The other customer uses a credit card. When they swipe it, the credit card company automatically adds the purchase price to their card account's outstanding balance. The customer has until their next billing due date to reimburse the company by paying some or all of the amount shown on their statement.
What's the Main Difference Between a Debit Card and a Credit Card?
The main difference between the two cards is the question, "Do you want to pay now or later?" A debit card is tied to your checking or savings account, and when you use it, funds are removed within 24 hours from your account. A credit card can be used to immediately pay for goods and services, but you pay for them when your monthly bill is due.
Which Is Better, a Credit Card or a Debit Card?
Each card has its own uses and benefits depending on the individual. For example, you may want to consider a credit card for larger purchases but only if you know that you can pay your bill on time. If you need cash, it is less expensive to use your debit card rather than take a cash advance on your credit card. When you pay with cash, you don't go into debt, which is a risk when you use a credit card.
Credit cards are useful in an emergency at home and abroad. If you have a line of credit at your disposal, you can make an emergency payment without worrying about the money going out of your bank account. Most car rental companies, hotels, and resorts only accept a credit card on file versus a debit card when you travel, although Visa and Mastercard debit cards allow individuals to use their debit cards like a credit card.
If you want to build up your credit history, it makes sense to use your card responsibly. Likewise, if your card comes with a rewards program, you may want to use your credit card to earn these benefits. While some debit cards may offer rewards, most don't, and your debit card doesn't affect your credit history.
Is a Credit Card Safer Than a Debit Card?
In most cases, yes. If someone steals your debit card, they have direct access to the cash in your accounts. If someone steals your credit card, you don't lose actual money from your checking or savings account. Banks will freeze your account when you report a debit or credit card stolen, but the impact will be greater if your credit card is stolen or used by someone else.
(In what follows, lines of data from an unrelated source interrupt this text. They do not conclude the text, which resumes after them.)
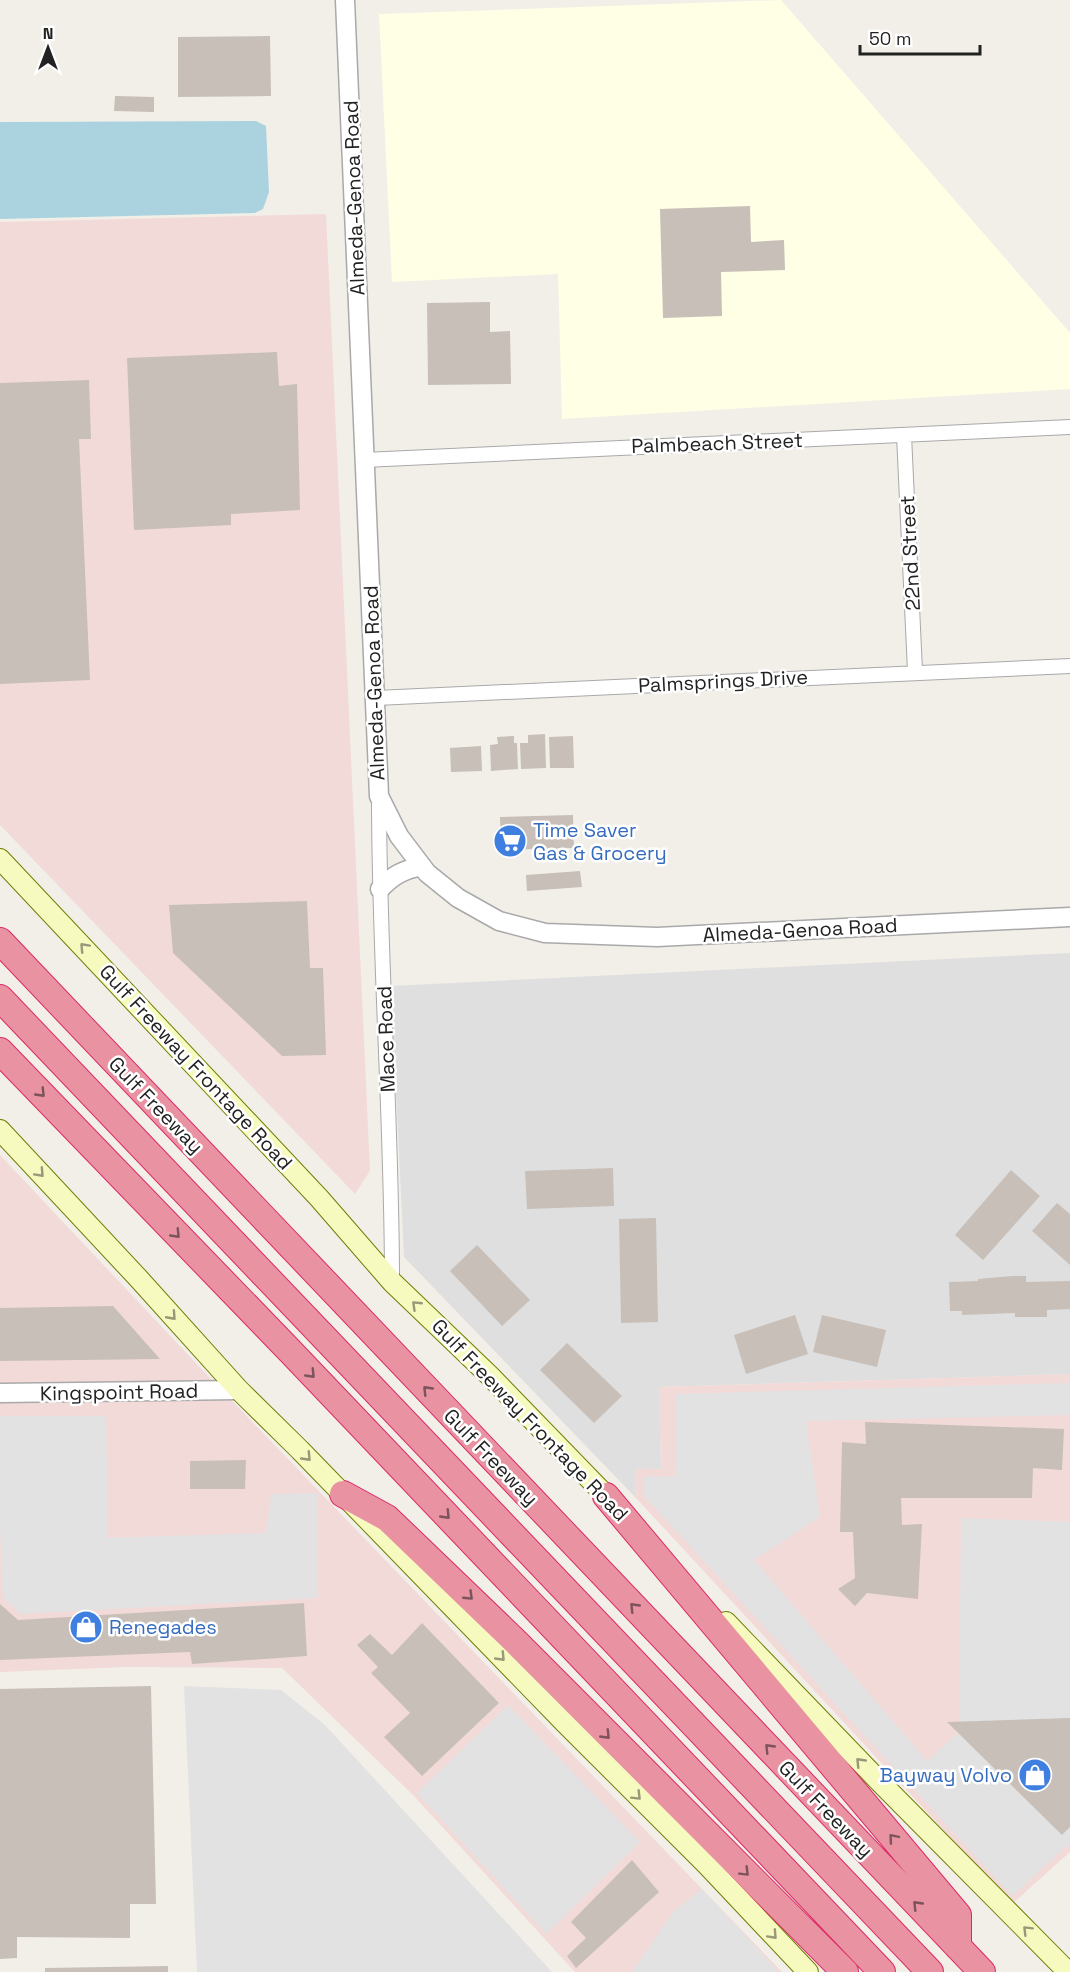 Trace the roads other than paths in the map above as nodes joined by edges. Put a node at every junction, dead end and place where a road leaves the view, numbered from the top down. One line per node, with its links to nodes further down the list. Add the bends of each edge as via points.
1 (345, 0): 4 (street, Almeda-Genoa Road)
2 (1070, 427): 3 (street, Palmbeach Street)
3 (904, 435): 4 (street, Palmbeach Street); 6 (street, 22nd Street)
4 (364, 460): 7 (street, Almeda-Genoa Road)
5 (1070, 666): 6 (street, Palmsprings Drive)
6 (915, 671): 7 (street, Palmsprings Drive)
7 (376, 698): 8 (street, Almeda-Genoa Road)
8 (379, 796): 10 (street, Almeda-Genoa Road, via 399,836); 11 (street, Mace Road)
9 (0, 860): 17 (main road, Gulf Freeway Frontage Road, one-way to 9, via 319,1198)
10 (422, 866): 11 (street, via 393,875); 12 (street, Almeda-Genoa Road, via 458,898 499,921 544,933 657,937)
11 (380, 888): 17 (street, Mace Road)
12 (1070, 917)
13 (0, 941): 22 (highway, Gulf Freeway, one-way to 13)
14 (0, 998): 26 (highway, Gulf Freeway)
15 (0, 1051): 25 (highway, one-way to 25)
16 (0, 1130): 18 (main road, one-way to 18)
17 (392, 1282): 21 (main road, Gulf Freeway Frontage Road, one-way to 17)
18 (239, 1390): 19 (street, Kingspoint Road); 20 (main road, one-way to 20)
19 (0, 1393)
20 (343, 1494): 23 (main road, one-way to 23); 24 (highway, one-way to 24, via 387,1518)
21 (606, 1496): 22 (highway, one-way to 21, via 958,1915); 28 (main road, Gulf Freeway Frontage Road, one-way to 21)
22 (958, 1947): 27 (highway, Gulf Freeway)
23 (808, 1972)
24 (845, 1972)
25 (882, 1972)
26 (930, 1972)
27 (982, 1972)
28 (1068, 1972)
Can I Use a Credit Card as a Debit Card?
You can use your credit card at an ATM to take out a cash advance from your line of credit. However, most credit cards come with high fees for taking what is, in essence, a short-term loan from your creditor. If you need cash, it may be more prudent to use your debit card.
The Bottom Line
By definition, all credit cards are debt instruments. Whenever someone uses a credit card for a transaction, the cardholder is essentially just borrowing money from a company because the credit card user is still obligated to repay the credit card company.
On the other hand, debit cards are not debt instruments because whenever someone uses a debit card to make a payment, that person is just tapping into their bank account. Except for any related transaction costs, the debit user does not owe money to any external party; the purchase was made with their available funds.
Debit cards and credit cards are both useful tools when you are paying for goods and services. If you are worried about overspending and on a tight budget, a debit card (without an overdraft) may ensure you only spend what you can afford.
A credit card will help you build your credit history, and it is useful in an emergency. You will be less liable for charges if someone steals your credit card versus your debit card, but you run the risk of getting into debt with a credit card with charges that you can't afford to pay back. Both cards can be useful to consumers, especially those who pay close attention to their purchases and pay their bills on time.